Narrow the data below down to the lines containing "Math".
****************
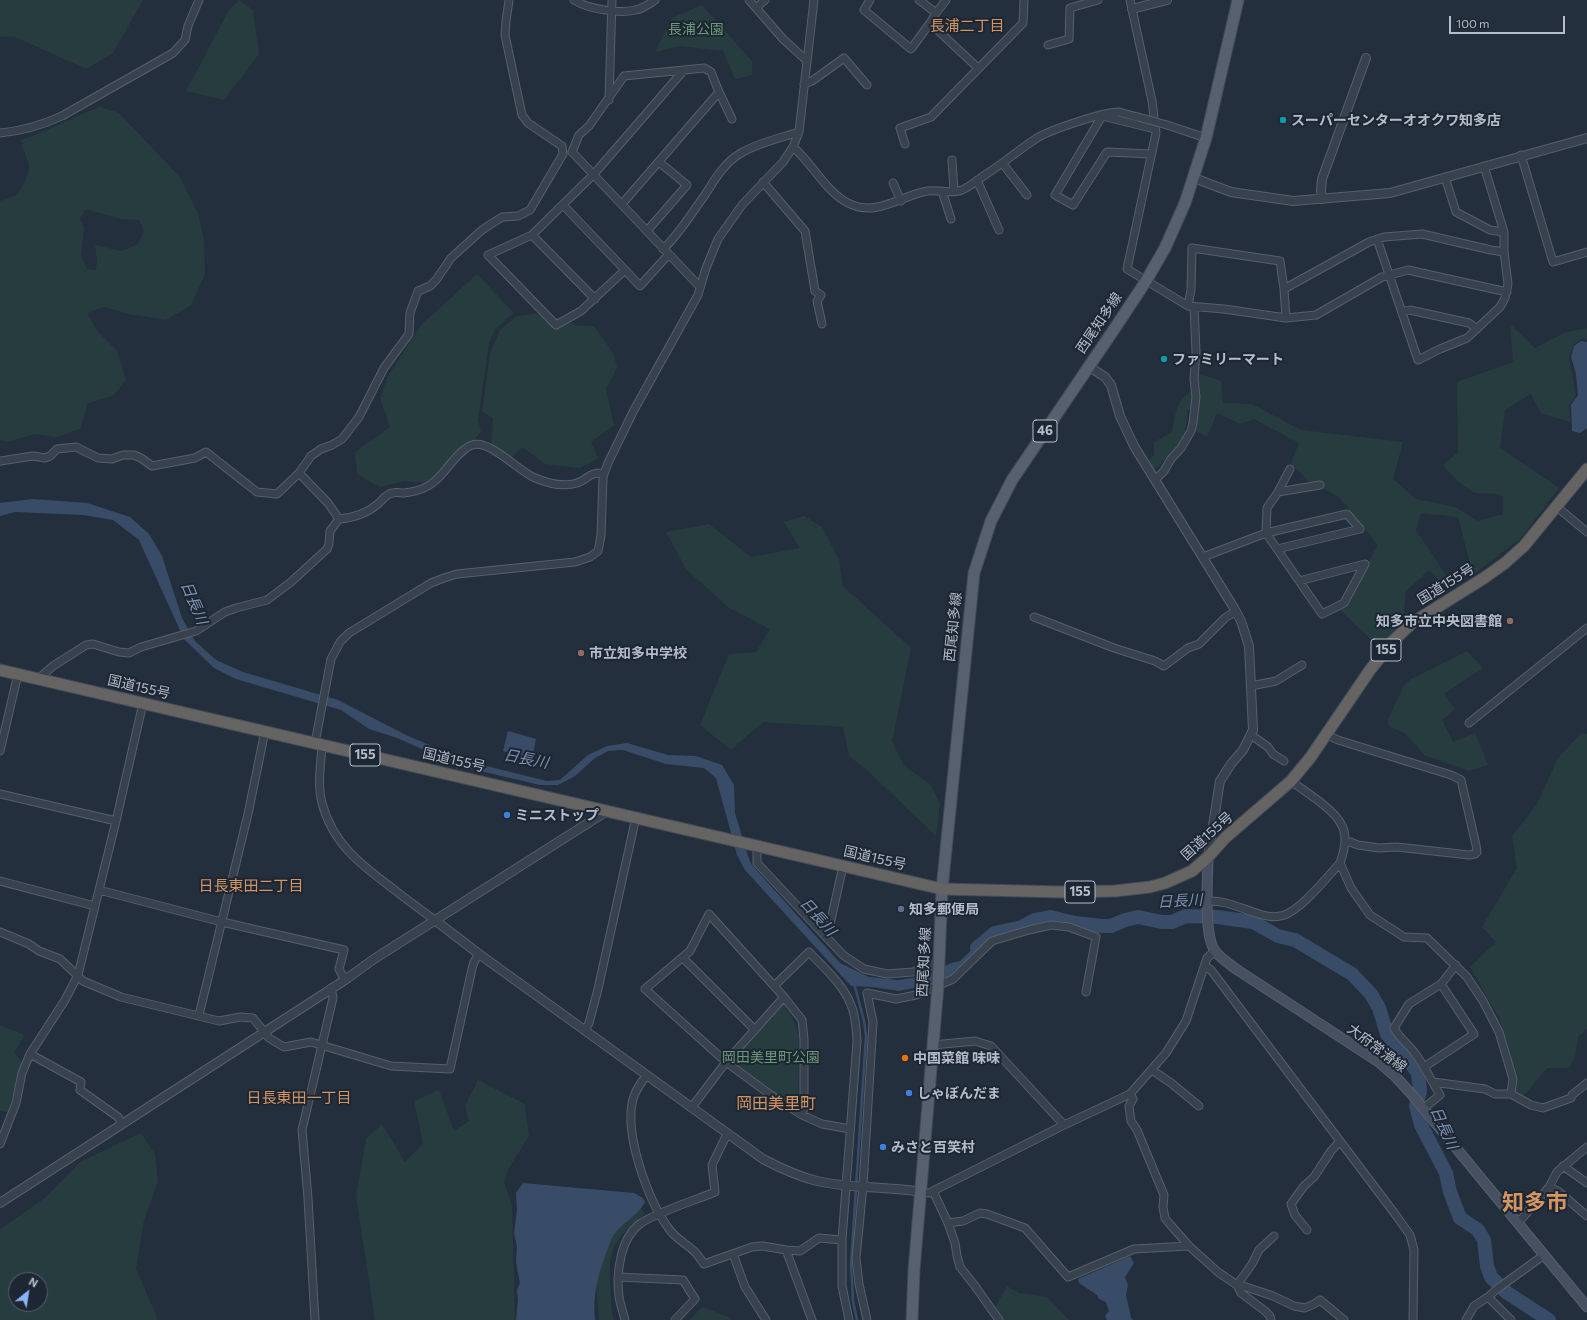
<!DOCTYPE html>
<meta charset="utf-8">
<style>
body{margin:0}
#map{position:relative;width:1587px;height:1320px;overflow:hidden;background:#242f3e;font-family:Commissioner,sans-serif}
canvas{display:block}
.north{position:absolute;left:8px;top:1272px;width:40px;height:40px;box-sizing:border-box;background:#1d2633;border:1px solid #59626f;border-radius:50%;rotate:30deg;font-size:11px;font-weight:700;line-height:16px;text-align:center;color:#b4bcc9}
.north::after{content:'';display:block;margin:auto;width:14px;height:18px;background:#8ab4f8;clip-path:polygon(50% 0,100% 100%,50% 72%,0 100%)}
.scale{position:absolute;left:1449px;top:16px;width:116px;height:18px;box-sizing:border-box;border:2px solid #b4bcc9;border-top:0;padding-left:5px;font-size:12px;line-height:14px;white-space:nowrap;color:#b4bcc9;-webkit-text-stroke:3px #1d2633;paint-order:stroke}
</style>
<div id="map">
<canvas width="1587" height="1320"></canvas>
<div class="north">N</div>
<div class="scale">100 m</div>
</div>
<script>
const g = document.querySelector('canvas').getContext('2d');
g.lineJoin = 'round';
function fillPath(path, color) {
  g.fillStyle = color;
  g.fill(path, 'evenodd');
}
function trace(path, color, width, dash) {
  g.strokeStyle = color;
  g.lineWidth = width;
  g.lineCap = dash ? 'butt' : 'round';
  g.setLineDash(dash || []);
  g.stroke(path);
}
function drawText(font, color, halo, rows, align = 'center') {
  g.font = font + ' Commissioner,"Noto Sans JP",sans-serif';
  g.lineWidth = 4;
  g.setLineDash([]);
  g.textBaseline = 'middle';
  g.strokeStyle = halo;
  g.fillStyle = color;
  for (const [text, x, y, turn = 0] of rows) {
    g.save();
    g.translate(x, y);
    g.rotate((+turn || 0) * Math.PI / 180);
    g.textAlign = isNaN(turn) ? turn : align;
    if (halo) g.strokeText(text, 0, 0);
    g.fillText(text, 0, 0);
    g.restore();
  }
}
fillPath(new Path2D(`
 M0 0H143L113 53 86 69 13 36 0 37Z
 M239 0 253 10 259 54 224 100 186 91 229 10Z
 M702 5 752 61V75L735 79 723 51 680 46 655 52 672 18Z
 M100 107 119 113 180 177 198 214 204 240 205 274 191 305 166 320 128 314 104 307 87 313 97 331 117 351 126 380 113 396 88 403 80 429 57 437 35 434 8 442 0 440V201L17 195C22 187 30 175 29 165 27 157 22 148 21 140 48 131 73 117 100 107ZM86 209 121 219 139 220 144 232 138 244 122 251 95 245 97 260 96 270 87 269 81 256 84 228 80 218Z
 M477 274 514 313 496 328 489 343 478 420 481 431 471 445 451 465 425 483 404 481 380 487 357 474 355 452 390 427 380 398 388 376 422 324Z
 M543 313 579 326H594L613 353 617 367 606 389 614 425 591 442 598 458 580 468 545 464 522 447 511 458 491 445 493 419 482 411 490 353 500 330 517 316Z
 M1510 324 1535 348 1564 333 1587 328V340L1582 338 1573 345 1569 357 1576 396 1569 405 1570 422 1541 413 1531 394 1505 410 1500 448 1559 488 1520 539 1473 575 1458 517 1421 513 1416 530 1454 587 1434 601 1430 592 1438 579 1429 570 1406 591 1403 621 1379 647 1341 611 1378 545 1339 497 1308 481 1291 463 1299 443 1254 419 1240 424 1217 413 1207 437 1194 430 1196 410H1188L1184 438 1159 466 1153 469 1148 461 1154 455V442L1172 432C1176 411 1176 399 1197 388V373L1221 381 1223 403 1252 404 1301 430 1403 442 1393 479 1416 499 1455 507 1478 521 1503 514V497C1491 491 1488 495 1476 493 1468 491 1448 472 1443 465L1458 452 1457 382 1513 362Z
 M804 516 822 527 839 560 843 586 911 648 892 741 904 766 930 784 940 803 936 836 868 771 849 756 843 727 763 722 731 750 700 725 729 654 756 652 770 629 729 608 686 569 666 532 709 524 751 557 800 548 784 522Z
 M1467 651 1483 668 1444 694 1455 709 1442 720 1453 742 1475 733 1488 765 1469 771 1424 755 1405 733 1390 727 1387 722 1403 687 1411 679Z
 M1581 733 1587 734V1029L1578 1037 1575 1057 1569 1068H1547L1522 1098 1515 1092 1517 1080 1500 1020 1470 967 1496 942 1482 927 1517 868 1512 836 1537 804 1558 758Z
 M782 1002 794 1021 799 1037 798 1101 796 1105H790L731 1062Z
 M0 1025 25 1035 14 1053 22 1061 8 1112 0 1111Z
 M478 1080 525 1104 529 1136 509 1168 504 1182 512 1205 515 1320H375L356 1196 366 1139 382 1124 405 1162 423 1143 414 1101 439 1090 454 1131 469 1121 465 1106Z
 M141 1133 155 1154 158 1181 144 1220 136 1269 158 1320H0V1229L45 1198 80 1162ZM16 1280H40V1304H16Z
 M638 1205 645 1214C612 1239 607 1252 611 1293 611 1302 611 1311 614 1320H599L595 1271 615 1229 626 1223Z
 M1007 1286 1019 1293 1047 1297 1069 1320H997L994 1309Z
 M703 1307 728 1317 730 1320H689Z`), '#263c3f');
fillPath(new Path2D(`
 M1581 341 1587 342V428L1580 433 1572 431 1571 405 1578 395 1576 374 1571 357 1574 346Z
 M33 499 87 503 130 517 149 534 162 556 182 618 195 641 216 660 243 672 338 700 408 736 470 762 547 781 560 780 588 755 607 746 627 743 668 755 696 756 722 765 734 785 735 813 748 856 751 864 840 963 869 977 898 980 926 976 951 963 960 961 989 933 992 937 951 977 929 985 899 991 873 987 851 986 745 870 737 855 716 778 704 768 666 764 623 750 608 751 595 758 575 776 558 785H540L463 767 397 738 369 729 341 710 236 679 214 668 184 639 139 540 113 520 83 515 15 512 0 516V503Z
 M508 731 536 739 532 759 503 751Z
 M523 1183 634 1193 643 1198 645 1202C638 1216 621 1223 613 1236 611 1239 610 1244 608 1248 599 1272 592 1294 595 1320H516L518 1299 517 1290 520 1283 516 1262 517 1247 514 1233 517 1210 516 1193Z
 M1130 1256 1134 1263 1125 1277 1128 1285 1126 1295 1131 1318 1133 1320H1107L1105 1316 1109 1311 1106 1302 1099 1299 1097 1295 1079 1283 1078 1279Z`), '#394c67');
trace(new Path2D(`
 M854 983 864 1021 866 1036 851 1264 853 1301 857 1320`), '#394c67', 2.5);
trace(new Path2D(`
 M977 948 995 933 1022 927 1035 920 1050 917 1075 923 1102 926H1111L1125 920 1138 917 1162 922H1172L1186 916 1217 917 1253 922 1278 936 1295 940 1352 974 1371 994 1379 1008 1387 1034 1407 1058 1418 1073 1420 1091 1416 1106 1421 1125 1446 1173 1450 1192 1460 1218 1478 1230 1484 1240 1487 1266 1491 1277 1506 1292 1549 1320`), '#394c67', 14);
const minor = new Path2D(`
 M574 0C588 9 619 14 635 10 643 9 649 4 655 0
 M749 0 783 39 806 60
 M870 0 864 10 911 49 930 23
 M919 0 936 13 930 23 978 68
 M1130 0 1152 101 1156 133 1127 269 1188 306 1224 309 1286 318 1316 315 1382 277 1408 270 1507 292
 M756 8 765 0
 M936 13 946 0
 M1048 45 1069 39 1070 8 1098 0
 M804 84 812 81 844 58 867 85
 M719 92 732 119
 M609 100 612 0
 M1167 125 1206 138
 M0 133C22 131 42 125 62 116L173 53 185 40 188 26 199 0
 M905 144 900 128 931 117 1023 23 1024 0
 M793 147C813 164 825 191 848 203 875 217 897 198 923 192 936 188 950 195 962 190 971 186 980 178 988 173 1005 162 1020 149 1037 138 1050 130 1103 112 1118 112 1124 113 1132 116 1138 117
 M1151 154 1107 152 1073 205 1055 195 1102 116 1155 129
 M1521 155 1553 262 1587 252
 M952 160 954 191
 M1003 164 1027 195
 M1445 177 1456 212 1490 230 1504 232
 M977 180 999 230
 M763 182 805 231 815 291 821 295 817 301 822 324
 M893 183 901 201
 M942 191 951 219
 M622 204 719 92 711 72 704 68 624 76 589 126 579 135 572 152 700 287
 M563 205 625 270
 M647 231 687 185 659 162
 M532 235 595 299
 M1377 239 1418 360 1440 349 1467 338 1500 307 1505 298 1508 284 1504 252V232L1484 166
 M663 249C678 236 693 211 705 195 715 179 724 163 741 153 758 143 780 138 799 132
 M668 255 640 286 625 270 581 311 556 325 488 255 532 235 594 174 684 70
 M1284 289 1286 318
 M1188 306 1191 290 1192 248 1280 261 1284 289 1369 242 1384 237 1422 234 1491 250 1504 252
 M1402 312 1410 310 1469 323 1477 329
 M0 461 33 456 45 458 50 456 57 449 76 447 98 458 112 459 123 455H134L141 458 152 466 195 458 206 452 257 492 277 494 299 473 311 456 321 449 332 445 342 439 359 417 384 368 409 334 410 313 418 291 430 286 436 280 451 258 482 230 502 217 518 216 530 210 563 154 562 146 528 123 522 115 505 35 506 21 509 0
 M299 473 328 503 339 519
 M1155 480 1164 471 1171 459 1181 448 1191 431 1193 423 1196 397 1194 379 1196 352 1194 307
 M1278 492 1290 469
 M1557 507 1587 532
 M1203 557 1266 533 1347 514 1360 529 1277 549
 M1299 581 1365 564 1344 603 1322 614 1266 533 1267 508 1278 492 1320 485
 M1034 617 1114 648 1155 661 1164 666 1188 648 1199 644 1225 618 1236 611
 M38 679 53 666 86 645 93 644 119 652 129 653 141 647 196 631 225 612 236 608 267 600 291 582 327 549 329 544 330 531 339 519C353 518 367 513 378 504 382 500 386 494 392 493 396 492 400 493 404 493 416 492 426 489 435 481 446 472 458 450 472 445 490 439 518 471 535 478 547 483 564 487 577 483 591 478 586 473 604 473
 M1251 686 1276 681 1302 665
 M1469 723 1587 628
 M1251 735 1268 747 1273 754 1284 761
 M1327 735 1338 740 1451 775 1461 780 1476 845 1477 852 1475 854 1469 855 1397 847 1379 848 1358 845 1350 842H1345
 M315 743 331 659 340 642 349 633 431 583 444 578 457 574 575 562 590 557 598 551 601 536 603 477 608 463 634 410 698 295 706 268 718 239 742 205 783 162 793 147 799 132 814 0
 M322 745C321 764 317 785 322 803 333 844 360 864 392 888 406 899 421 910 436 921
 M0 751 18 674
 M0 794 116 821
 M757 846V863L843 955 864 969 887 974 913 972 939 963
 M1340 863 1351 888 1370 915 1404 937 1427 938 1467 977 1483 1001 1499 1032 1513 1079 1511 1094
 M0 881 95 906
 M99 890 222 922 344 950 339 969 345 980
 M1208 901C1223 900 1238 907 1253 912 1262 915 1271 918 1280 916 1298 914 1327 877 1340 863 1344 852 1348 835 1341 824 1334 809 1304 791 1291 781
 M0 932 29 944 39 951 60 959 83 981 121 997 219 1021 241 1017 253 1018 269 1038 284 1047 311 1042 391 1066 450 1069 472 969 474 962 479 954
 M827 938 843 866
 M683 958 755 1030
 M1205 966 1211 970 1395 1214 1410 1235 1414 1250 1413 1320
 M774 986 809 952C824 968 843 984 851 1005 856 1016 856 1029 857 1041L842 1240V1286L849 1320
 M199 1015 248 814 265 731
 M585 1030 589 1023 598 989 636 817
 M933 1045 975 1041 991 1046 1064 1125
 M30 1054 81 1082 80 1090 118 1117 122 1124
 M1424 1067 1474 1034 1441 984
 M1152 1070 1171 1083 1199 1106
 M647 1075C642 1081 637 1088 634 1096 622 1131 648 1200 669 1229 677 1240 686 1243 695 1252 698 1255 701 1260 704 1264L752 1247 763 1246 786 1250 812 1320
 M1433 1082 1485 1089 1495 1094H1511L1531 1105 1543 1108 1571 1098 1572 1095 1587 1083
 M1130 1094 1133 1099 1129 1106 1131 1121 1137 1130 1164 1195 1163 1207 1165 1218 1168 1222 1189 1246 1218 1272 1237 1285 1241 1293 1265 1311 1270 1316 1271 1320
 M692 1107 726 1062 784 997
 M1424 1108 1440 1095C1431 1080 1424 1065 1414 1052 1407 1043 1399 1038 1394 1028L1409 1004 1441 984 1456 965
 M802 1115 804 1108V1039L802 1020 784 997 709 914 690 951 645 989 726 1062 768 1093 802 1115 822 1124 850 1129
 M0 1144 16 1103 22 1073 30 1054 65 1000 78 975 116 821 143 703
 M1563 1166 1587 1183
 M1549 1187 1558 1191 1587 1216
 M933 1191 948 1223 955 1243 957 1256 960 1267 975 1286 999 1320
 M921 1192 930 1193 933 1191 1064 1125 1130 1094 1166 1053 1186 1021 1207 958 1215 951
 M948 1223 963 1221 980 1213 987 1214 1025 1228 1068 1277 1134 1249 1189 1246
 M1518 1223 1549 1187 1557 1172 1587 1147
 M1307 1230 1295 1215 1291 1204 1304 1186 1314 1177 1331 1151 1340 1141
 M786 1250 800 1251 819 1238 842 1240
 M733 1254 745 1287 766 1320
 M618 1277 683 1280 695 1299 675 1320
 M1237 1285 1252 1264 1259 1250 1274 1236
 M1240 1288 1243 1286 1273 1296 1294 1306 1305 1308 1314 1304 1320 1300 1344 1320
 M1488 1297 1511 1320
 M315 1320 308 1198 302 1130 333 998 331 988
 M625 1320C623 1312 620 1304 619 1296 616 1273 620 1238 641 1223 660 1211 693 1201 715 1192L712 1165 727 1134
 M867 1320 859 1284 856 1258 863 1186 873 1022 867 993 896 999 916 995 953 979 992 941 1029 930 1051 925 1069 927 1096 937 1086 992
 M1466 1320 1474 1306 1488 1297 1497 1289 1544 1255`);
const tertiary = new Path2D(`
 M1132 9 1167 0
 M1194 178 1231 192 1293 201 1390 193 1587 138
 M1322 199 1321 190 1322 179 1366 58
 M1088 366 1105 377 1111 385 1120 416 1134 446 1234 608 1241 621 1249 646 1253 730 1243 750 1231 764 1220 781 1208 857
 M436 921 479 954 763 1159C780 1168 797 1176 817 1181 851 1189 887 1186 921 1192
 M0 1203 345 980 374 959 607 811`);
const secondary = new Path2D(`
 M1208 857C1208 878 1203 934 1215 951 1221 959 1231 965 1239 971L1380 1063 1395 1076 1414 1097 1587 1307`);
const primary = new Path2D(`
 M912 1320 914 1270 938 986 942 889 974 573 991 521 1012 480 1117 325 1146 281 1165 248 1185 203 1206 138 1238 0`);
const trunk = new Path2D(`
 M0 670 942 889 1062 892 1115 891 1150 887 1165 883 1192 871 1208 857 1226 837 1291 781 1310 758 1370 670 1393 641 1412 623 1484 578 1505 563 1524 546 1587 469`);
trace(minor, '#565f6c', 9);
trace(tertiary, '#565f6c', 10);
trace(secondary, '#565f6c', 11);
trace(primary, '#414a57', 13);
trace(trunk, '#434c59', 13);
trace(minor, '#38414e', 7);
trace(tertiary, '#38414e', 8);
trace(secondary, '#465061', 9);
trace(primary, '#56606e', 11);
trace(trunk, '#656462', 11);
const minorBridge = new Path2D(`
 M1138 117 1167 125`);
trace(minorBridge, '#565f6c', 9, []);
trace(minorBridge, '#38414e', 7);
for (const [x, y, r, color] of [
 [1283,120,4,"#0f9aa8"],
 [1164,359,4,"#0f9aa8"],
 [1510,621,4,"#8d6e63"],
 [581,653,4,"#8d6e63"],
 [507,815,4,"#3f7fe0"],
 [901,909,4,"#5c6f8a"],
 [905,1058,4,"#e8710a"],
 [909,1093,4,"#3f7fe0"],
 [883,1147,4,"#3f7fe0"]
]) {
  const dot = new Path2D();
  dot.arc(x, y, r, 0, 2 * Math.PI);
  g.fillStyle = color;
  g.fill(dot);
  trace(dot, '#1d2633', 1.5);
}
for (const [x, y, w] of [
 [1045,431,24],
 [1386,650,30],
 [365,755,30],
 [1080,892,30]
]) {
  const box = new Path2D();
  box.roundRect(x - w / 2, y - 11, w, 22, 3);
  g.fillStyle = '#1d2633';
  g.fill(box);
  trace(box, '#b4bcc9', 1);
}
drawText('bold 13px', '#b4bcc9', null, [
 ["46",1045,431],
 ["155",1386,650],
 ["155",365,755],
 ["155",1080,892]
]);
drawText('14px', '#6b9a76', '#1d2633', [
 ["長浦公園",696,29],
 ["岡田美里町公園",771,1057]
]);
drawText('bold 14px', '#b4bcc9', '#1d2633', [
 ["スーパーセンターオオクワ知多店",1291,120],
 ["ファミリーマート",1172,359],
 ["知多市立中央図書館",1502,621,"right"],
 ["市立知多中学校",589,653],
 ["ミニストップ",515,815],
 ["知多郵便局",909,909],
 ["中国菜館 味味",913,1058],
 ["しゃぼんだま",917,1093],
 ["みさと百笑村",891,1147]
], 'left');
drawText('14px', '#b4bcc9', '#1d2633', [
 ["西尾知多線",1099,323,-56],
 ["国道155号",1446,584,-32],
 ["西尾知多線",953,627,-84],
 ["国道155号",139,687,13],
 ["国道155号",454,760,13],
 ["国道155号",1207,836,-42],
 ["国道155号",875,858,13],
 ["西尾知多線",924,962,-87],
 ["大府常滑線",1377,1048,37]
]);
drawText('15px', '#d59563', '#1d2633', [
 ["長浦二丁目",967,26],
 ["日長東田二丁目",251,886],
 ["日長東田一丁目",299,1098]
]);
drawText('italic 15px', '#7c92b1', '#1d2633', [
 ["日長川",194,603,67],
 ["日長川",526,759,11],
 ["日長川",1180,901,-3],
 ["日長川",818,917,48],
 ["日長川",1444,1128,66]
]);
drawText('16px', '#d59563', '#1d2633', [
 ["岡田美里町",776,1104]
]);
drawText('bold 22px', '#d59563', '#1d2633', [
 ["知多市",1535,1203]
]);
</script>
****************
### Result of this task
    g.rotate((+turn || 0) * Math.PI / 180);
  dot.arc(x, y, r, 0, 2 * Math.PI);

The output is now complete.